Language Online: Social Media Censoring, Teaching AI and Hate Speech

Sometimes when we go on social media it can be a bit like coming face to face with all the hatred in the world at once. Be it fandom wars and celebrity arguments, or global politics and blanket discrimination, there is nowhere to escape the vitriol of self-appointed experts who comment with nothing but abuse because they think their voices should be heard.

Along with teaching each other this hateful language, our views are seeping into the supposedly neutral thoughts of AI. Here is what is happening and what ways are being proposed to help.

Recognition
A case study
Navigating language
Censorship
Other solutions

GIF via Giphy

Recognition

In an ideal world, which is not the world we live in, people would go online and just… not be hateful. We wouldn’t have racism, misogyny, or any form of bigotry or discrimination at all. It is a hope and a dream that seems unattainable, unless we all become better people overnight.

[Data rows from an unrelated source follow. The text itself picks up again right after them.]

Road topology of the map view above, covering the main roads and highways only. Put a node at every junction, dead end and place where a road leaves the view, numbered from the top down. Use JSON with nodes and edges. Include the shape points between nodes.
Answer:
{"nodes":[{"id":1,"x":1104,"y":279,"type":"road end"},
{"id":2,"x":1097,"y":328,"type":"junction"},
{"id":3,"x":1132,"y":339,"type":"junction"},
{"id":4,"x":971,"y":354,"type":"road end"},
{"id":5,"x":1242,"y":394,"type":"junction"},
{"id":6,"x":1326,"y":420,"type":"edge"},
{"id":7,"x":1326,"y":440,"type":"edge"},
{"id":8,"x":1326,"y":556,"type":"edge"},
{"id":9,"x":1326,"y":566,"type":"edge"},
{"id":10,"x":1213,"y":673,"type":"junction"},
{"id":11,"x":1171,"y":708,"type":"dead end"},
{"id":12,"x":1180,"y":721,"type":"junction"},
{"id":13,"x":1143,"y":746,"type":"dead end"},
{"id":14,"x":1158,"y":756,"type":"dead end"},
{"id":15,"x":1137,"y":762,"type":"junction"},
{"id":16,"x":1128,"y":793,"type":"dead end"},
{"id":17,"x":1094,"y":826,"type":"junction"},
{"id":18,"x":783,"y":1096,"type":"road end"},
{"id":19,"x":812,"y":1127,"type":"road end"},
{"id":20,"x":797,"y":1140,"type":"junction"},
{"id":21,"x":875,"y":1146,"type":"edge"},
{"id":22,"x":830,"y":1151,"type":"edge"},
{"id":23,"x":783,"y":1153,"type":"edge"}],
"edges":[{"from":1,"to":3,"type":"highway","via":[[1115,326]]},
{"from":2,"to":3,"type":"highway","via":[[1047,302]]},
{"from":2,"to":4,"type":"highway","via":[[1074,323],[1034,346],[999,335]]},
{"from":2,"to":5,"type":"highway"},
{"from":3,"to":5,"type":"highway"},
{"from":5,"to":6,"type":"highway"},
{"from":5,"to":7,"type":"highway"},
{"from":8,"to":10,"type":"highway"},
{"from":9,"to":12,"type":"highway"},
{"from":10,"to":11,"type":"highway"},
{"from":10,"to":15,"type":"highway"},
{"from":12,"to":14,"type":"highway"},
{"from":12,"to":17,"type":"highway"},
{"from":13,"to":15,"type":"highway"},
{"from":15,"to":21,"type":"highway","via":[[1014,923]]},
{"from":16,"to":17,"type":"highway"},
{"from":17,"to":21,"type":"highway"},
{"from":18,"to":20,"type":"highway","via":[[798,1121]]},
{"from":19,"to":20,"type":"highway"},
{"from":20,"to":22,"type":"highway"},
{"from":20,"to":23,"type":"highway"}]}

So, as humans, what do we do, at least in 2018? We turn to our machines. Teaching AI to tell the difference between what is hate speech and what isn’t has been a subject of discussion for years. What is needed is a way to get AI to recognise and filter out this abusive language so that when we use social media and so on, what we see is what we want to see, not what other people are determined to make us see. Controversial? It wouldn’t be a hot topic if it weren’t!

A case study

Or more like an example of when things go terribly wrong: in March 2016, Microsoft launched an AI chatbot called Tay via Twitter that could interact with and reply to followers through memes and canned answers. Within less than a day of her launch, Tay was taken down. Tay was targeted by a number of trolls with discriminatory views; in particular those that were anti-semitic. Tay’s interactions with those followers went from a simple suggestion linking Jewish people to 9/11 causing Tay’s algorithms to seek out information to support her replies, to an outpouring abuse and intolerance.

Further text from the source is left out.